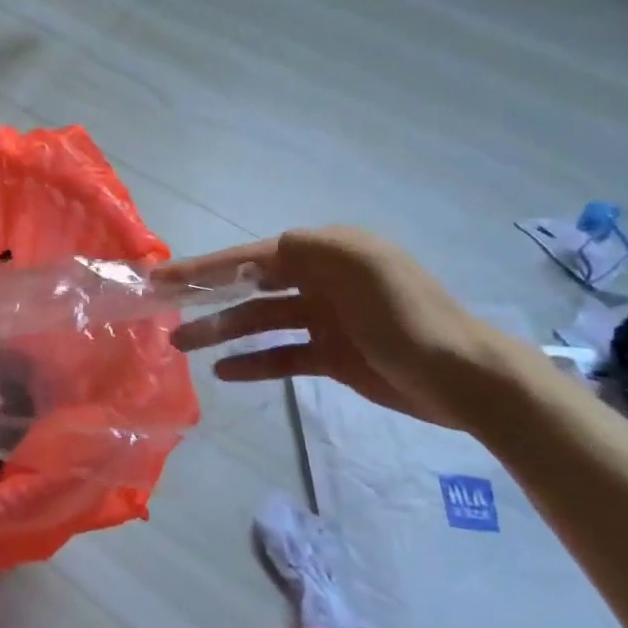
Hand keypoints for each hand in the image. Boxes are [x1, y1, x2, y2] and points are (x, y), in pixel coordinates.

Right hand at [157, 226, 500, 431]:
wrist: (464, 378)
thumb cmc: (406, 315)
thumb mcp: (361, 264)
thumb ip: (307, 249)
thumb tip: (258, 257)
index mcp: (325, 252)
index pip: (253, 256)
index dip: (207, 266)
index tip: (165, 276)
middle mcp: (320, 280)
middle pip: (250, 286)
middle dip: (206, 296)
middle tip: (162, 308)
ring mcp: (325, 320)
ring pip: (259, 322)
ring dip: (221, 331)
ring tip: (182, 344)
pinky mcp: (332, 356)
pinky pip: (282, 355)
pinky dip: (253, 362)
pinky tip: (225, 372)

INSTRUCTIONS FOR THE TASK:
Output the data above exactly, beginning at its first line and ending with the line that holds "middle tip: (162, 308)". Leave out the pictures and add nothing.

EXPECTED ANSWER:
Hand keypoints for each hand in the image. Boxes are [x1, y1, x2, y2] and points are (x, y), in pixel coordinates.

Right hand at [157, 226, 500, 431]:
wrist: (464, 378)
thumb cmc: (406, 315)
thumb mcp: (361, 264)
thumb ip: (307, 249)
thumb tip: (258, 257)
index mcp: (325, 252)
index pip: (253, 256)
index dip: (207, 266)
index tip: (165, 276)
middle mcp: (320, 280)
middle pip: (250, 286)
middle dip: (206, 296)
middle tip: (162, 308)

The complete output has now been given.